The other sport with concussion issues, or at least a lawsuit because of it (baseball probably has one too at least behind the plate) hasn’t had this rash yet. We haven’t seen a lot of players retiring early when in the peak of their careers unless there was no other choice. Nathan Horton didn’t have a choice. David Clarkson had piled up so many injuries he didn’t have a choice. There are other names who simply could not even consider playing again. But they’re a far bigger rarity than what we’re seeing in the NFL.

But with Andrew Luck being the biggest name to decide it wasn’t worth it (rightly) anymore, is this something the NHL will have to fear in the near future?

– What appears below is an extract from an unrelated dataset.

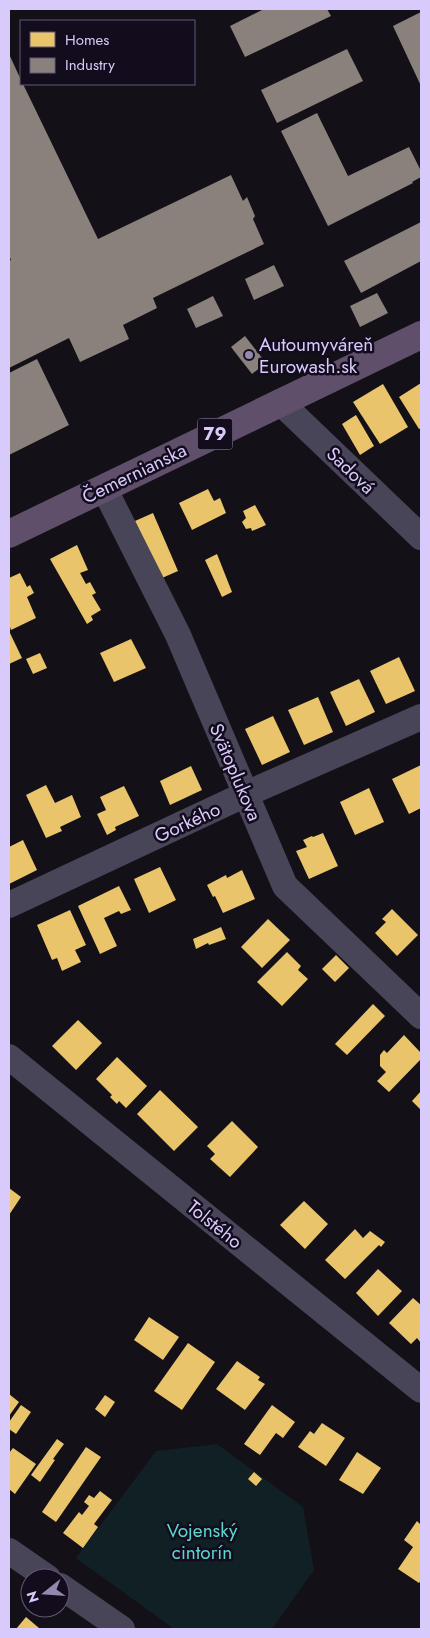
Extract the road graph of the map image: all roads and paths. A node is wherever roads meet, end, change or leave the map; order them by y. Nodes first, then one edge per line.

I tend to doubt it.

One, and the big one that both sides of the brain-injury debate in football tend to miss, is the very nature of football is destructive to the brain. It’s not the blow ’em-up, wince-on-your-couch hits that are the problem, or THE problem. The arbiters of the game think it is, a lot of fans on both sides think it is, but it’s not the major issue. It’s the contact on every play. It’s the simple blocking and tackling, the sub-concussive contact that adds up over a game, season, career that does most of the damage. And you can’t measure that damage on the brain until it’s too late. It’s also that contact that leads to a ton of other injuries, the type that Luck decided he’d had enough of. Football is just a dull ache at best all the time, disastrous on the body at its worst.

Hockey doesn’t have that. It has contact all over the ice of course, but nothing like football. There are probably entire shifts players can go through without contact (cue Don Cherry losing his mind about Europeans here). Hockey’s injuries come from the big hits, and those are the ones that the rules-makers are ham-handedly trying to fix. You could actually get these completely out of the game if you weren’t so terrified about an old white man with a nose the size of Idaho and as red as Mississippi losing his goddamn mud over it. That’s another debate, but the rate of major injury in hockey just isn’t the same.

Second, hockey players just don’t have the safety net that Luck does.

We joke about hockey players being dumber than donkey shit all the time, but this does enter into it. Luck has a Stanford education, and while there are hockey players from Harvard, Yale, Michigan (it’s a seriously good school I’m not being biased here), Brown, Cornell, BC, BU, and a few others, the ones who stay all four years and graduate tend to be fringe NHL-ers anyway. Your major stars in the NHL are in college maybe a year, some don’t even go, and a ton aren’t in school past like seventh grade in reality. The only thing they can do is hockey. They’d be lost without it.

While a lot of football players don’t do much on campus (and actually we’d be much better off if too large a number only did nothing instead of bad), they have to be there three years. A good portion of them do get somewhat close to a degree if they want, and a good portion go back and get it even while playing, no matter how much of a star. Their options are a little more varied.

Magary covered this yesterday, but one thing hockey and football probably do have in common is searching out players whose life is only the sport they play. This is much easier for hockey scouts, and probably getting more and more difficult for football scouts and GMs. But you’ve seen what hockey minds think of any player who shows any personality or outside interests. Hell, we made fun of Jonathan Toews’s and his interest in green science, because it was fun to do so while also happy that he actually did have an outside interest. But do you think there were some in the Hawks front office who worried his new passions led to his dip in production? You better believe there were.

Unlike football, hockey has the ability to change the things that make it destructive. And at times, it feels like they want to but don’t know how. But it’s not as urgent as football, which is probably why they’ll stick with half-measures for the meantime.